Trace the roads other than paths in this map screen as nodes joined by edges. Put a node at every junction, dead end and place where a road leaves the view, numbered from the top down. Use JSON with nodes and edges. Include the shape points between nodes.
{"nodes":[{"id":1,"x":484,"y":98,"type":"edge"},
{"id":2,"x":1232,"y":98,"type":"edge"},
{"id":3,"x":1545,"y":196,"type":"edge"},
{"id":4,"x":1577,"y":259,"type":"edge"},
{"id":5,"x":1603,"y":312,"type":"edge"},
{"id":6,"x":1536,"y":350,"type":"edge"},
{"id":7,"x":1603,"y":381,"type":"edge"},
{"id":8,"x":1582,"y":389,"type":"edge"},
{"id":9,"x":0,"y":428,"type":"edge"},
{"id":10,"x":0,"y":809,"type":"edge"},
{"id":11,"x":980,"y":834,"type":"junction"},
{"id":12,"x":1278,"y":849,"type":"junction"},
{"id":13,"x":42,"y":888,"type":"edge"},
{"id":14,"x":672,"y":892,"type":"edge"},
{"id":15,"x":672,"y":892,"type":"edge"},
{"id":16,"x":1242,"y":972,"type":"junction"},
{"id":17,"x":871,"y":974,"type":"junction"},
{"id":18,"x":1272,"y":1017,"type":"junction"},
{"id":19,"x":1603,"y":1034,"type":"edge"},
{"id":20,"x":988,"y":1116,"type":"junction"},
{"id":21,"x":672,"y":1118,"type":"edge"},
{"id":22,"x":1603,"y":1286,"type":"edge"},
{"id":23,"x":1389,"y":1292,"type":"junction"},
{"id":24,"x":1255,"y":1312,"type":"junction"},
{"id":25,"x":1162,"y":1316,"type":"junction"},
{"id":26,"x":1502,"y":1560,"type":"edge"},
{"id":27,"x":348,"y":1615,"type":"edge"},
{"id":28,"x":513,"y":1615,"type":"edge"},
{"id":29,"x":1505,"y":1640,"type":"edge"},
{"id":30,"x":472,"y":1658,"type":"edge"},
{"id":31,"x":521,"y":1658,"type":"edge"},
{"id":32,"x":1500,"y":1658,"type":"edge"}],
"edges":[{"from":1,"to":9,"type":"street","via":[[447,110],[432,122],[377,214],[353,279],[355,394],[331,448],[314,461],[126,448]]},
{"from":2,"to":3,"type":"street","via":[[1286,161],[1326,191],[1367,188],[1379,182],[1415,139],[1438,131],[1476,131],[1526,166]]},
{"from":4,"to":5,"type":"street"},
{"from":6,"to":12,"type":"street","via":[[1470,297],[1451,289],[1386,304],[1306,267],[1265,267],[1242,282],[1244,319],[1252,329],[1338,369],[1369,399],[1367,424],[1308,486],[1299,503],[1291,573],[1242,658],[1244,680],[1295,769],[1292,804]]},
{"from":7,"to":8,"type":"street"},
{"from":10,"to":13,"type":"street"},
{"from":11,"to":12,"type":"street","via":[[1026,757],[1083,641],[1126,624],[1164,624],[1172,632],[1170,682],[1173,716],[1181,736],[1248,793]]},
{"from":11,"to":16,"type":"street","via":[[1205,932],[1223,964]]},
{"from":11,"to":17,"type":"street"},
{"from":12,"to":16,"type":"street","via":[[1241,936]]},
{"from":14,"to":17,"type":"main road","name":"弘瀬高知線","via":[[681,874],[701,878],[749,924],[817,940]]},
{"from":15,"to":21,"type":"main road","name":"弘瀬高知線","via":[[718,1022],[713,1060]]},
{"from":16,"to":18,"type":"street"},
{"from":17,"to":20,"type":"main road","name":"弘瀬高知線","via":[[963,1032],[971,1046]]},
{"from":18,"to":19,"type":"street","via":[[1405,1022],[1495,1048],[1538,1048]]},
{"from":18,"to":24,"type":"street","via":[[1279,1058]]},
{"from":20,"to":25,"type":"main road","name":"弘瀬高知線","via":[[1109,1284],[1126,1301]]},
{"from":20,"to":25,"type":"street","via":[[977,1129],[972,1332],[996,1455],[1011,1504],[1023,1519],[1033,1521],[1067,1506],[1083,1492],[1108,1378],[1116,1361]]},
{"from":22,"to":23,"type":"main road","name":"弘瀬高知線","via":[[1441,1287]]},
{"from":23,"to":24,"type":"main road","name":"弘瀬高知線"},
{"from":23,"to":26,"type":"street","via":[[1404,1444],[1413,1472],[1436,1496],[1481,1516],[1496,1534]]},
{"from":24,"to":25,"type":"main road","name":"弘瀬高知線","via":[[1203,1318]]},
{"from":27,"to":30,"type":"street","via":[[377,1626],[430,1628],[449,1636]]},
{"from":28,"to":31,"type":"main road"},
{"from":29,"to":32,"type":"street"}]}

> **HOW TO COMPLETE THIS TASK**: Transcribe every record above word for word.

> **REPLY TO THE TASK**:
Trace the roads other than paths in this map screen as nodes joined by edges. Put a node at every junction, dead end and place where a road leaves the view, numbered from the top down. Use JSON with nodes and edges. Include the shape points between nodes.
{"nodes":[{"id":1,"x":484,"y":98,"type":"edge"},
{"id":2,"x":1232,"y":98,"type":"edge"},
{"id":3,"x":1545,"y":196,"type":"edge"},
{"id":4,"x":1577,"y":259,"type":"edge"},
{"id":5,"x":1603,"y":312,"type":"edge"},
{"id":6,"x":1536,"y":350,"type":"edge"},
{"id":7,"x":1603,"y":381,"type":"edge"},
{"id":8,"x":1582,"y":389,"type":"edge"},
{"id":9,"x":0,"y":428,"type":"edge"},
{"id":10,"x":0,"y":809,"type":"edge"},
{"id":11,"x":980,"y":834,"type":"junction"},
{"id":12,"x":1278,"y":849,"type":"junction"},
{"id":13,"x":42,"y":888,"type":"edge"},
{"id":14,"x":672,"y":892,"type":"edge"},
{"id":15,"x":672,"y":892,"type":"edge"},
{"id":16,"x":1242,"y":972,"type":"junction"},
{"id":17,"x":871,"y":974,"type":"junction"},
{"id":18,"x":1272,"y":1017,"type":"junction"},
{"id":19,"x":1603,"y":1034,"type":"edge"},
{"id":20,"x":988,"y":1116,"type":"junction"},
{"id":21,"x":672,"y":1118,"type":"edge"},
{"id":22,"x":1603,"y":1286,"type":"edge"},
{"id":23,"x":1389,"y":1292,"type":"junction"},
{"id":24,"x":1255,"y":1312,"type":"junction"},
{"id":25,"x":1162,"y":1316,"type":"junction"},
{"id":26,"x":1502,"y":1560,"type":"edge"},
{"id":27,"x":348,"y":1615,"type":"edge"},
{"id":28,"x":513,"y":1615,"type":"edge"},
{"id":29,"x":1505,"y":1640,"type":"edge"},
{"id":30,"x":472,"y":1658,"type":"edge"},
{"id":31,"x":521,"y":1658,"type":"edge"},
{"id":32,"x":1500,"y":1658,"type":"edge"}],
"edges":[{"from":1,"to":9,"type":"street","via":[[447,110],[432,122],[377,214],[353,279],[355,394],[331,448],[314,461],[126,448]]},
{"from":2,"to":3,"type":"street","via":[[1286,161],[1326,191],[1367,188],[1379,182],[1415,139],[1438,131],[1476,131],[1526,166]]},
{"from":4,"to":5,"type":"street"},
{"from":6,"to":12,"type":"street","via":[[1470,297],[1451,289],[1386,304],[1306,267],[1265,267],[1242,282],[1244,319],[1252,329],[1338,369],[1369,399],[1367,424],[1308,486],[1299,503],[1291,573],[1242,658],[1244,680],[1295,769],[1292,804]]},
{"from":7,"to":8,"type":"street"},
{"from":10,"to":13,"type":"street"},
{"from":11,"to":12,"type":"street","via":[[1026,757],[1083,641],[1126,624],[1164,624],[1172,632],[1170,682],[1173,716],[1181,736],[1248,793]]},
{"from":11,"to":16,"type":"street","via":[[1205,932],[1223,964]]},
{"from":11,"to":17,"type":"street"},
{"from":12,"to":16,"type":"street","via":[[1241,936]]},
{"from":14,"to":17,"type":"main road","name":"弘瀬高知線","via":[[681,874],[701,878],[749,924],[817,940]]},
{"from":15,"to":21,"type":"main road","name":"弘瀬高知線","via":[[718,1022],[713,1060]]},
{"from":16,"to":18,"type":"street"},
{"from":17,"to":20,"type":"main road","name":"弘瀬高知線","via":[[963,1032],[971,1046]]},
{"from":18,"to":19,"type":"street","via":[[1405,1022],[1495,1048],[1538,1048]]},
{"from":18,"to":24,"type":"street","via":[[1279,1058]]},
{"from":20,"to":25,"type":"main road","name":"弘瀬高知線","via":[[1109,1284],[1126,1301]]},
{"from":20,"to":25,"type":"street","via":[[977,1129],[972,1332],[996,1455],[1011,1504],[1023,1519],[1033,1521],[1067,1506],[1083,1492],[1108,1378],[1116,1361]]},
{"from":22,"to":23,"type":"main road","name":"弘瀬高知線","via":[[1441,1287]]},
{"from":23,"to":24,"type":"main road","name":"弘瀬高知線"},
{"from":23,"to":26,"type":"street","via":[[1404,1444],[1413,1472],[1436,1496],[1481,1516],[1496,1534]]},
{"from":24,"to":25,"type":"main road","name":"弘瀬高知線","via":[[1203,1318]]},
{"from":27,"to":30,"type":"street","via":[[377,1626],[430,1628],[449,1636]]},
{"from":28,"to":31,"type":"main road"},
{"from":29,"to":32,"type":"street"}]}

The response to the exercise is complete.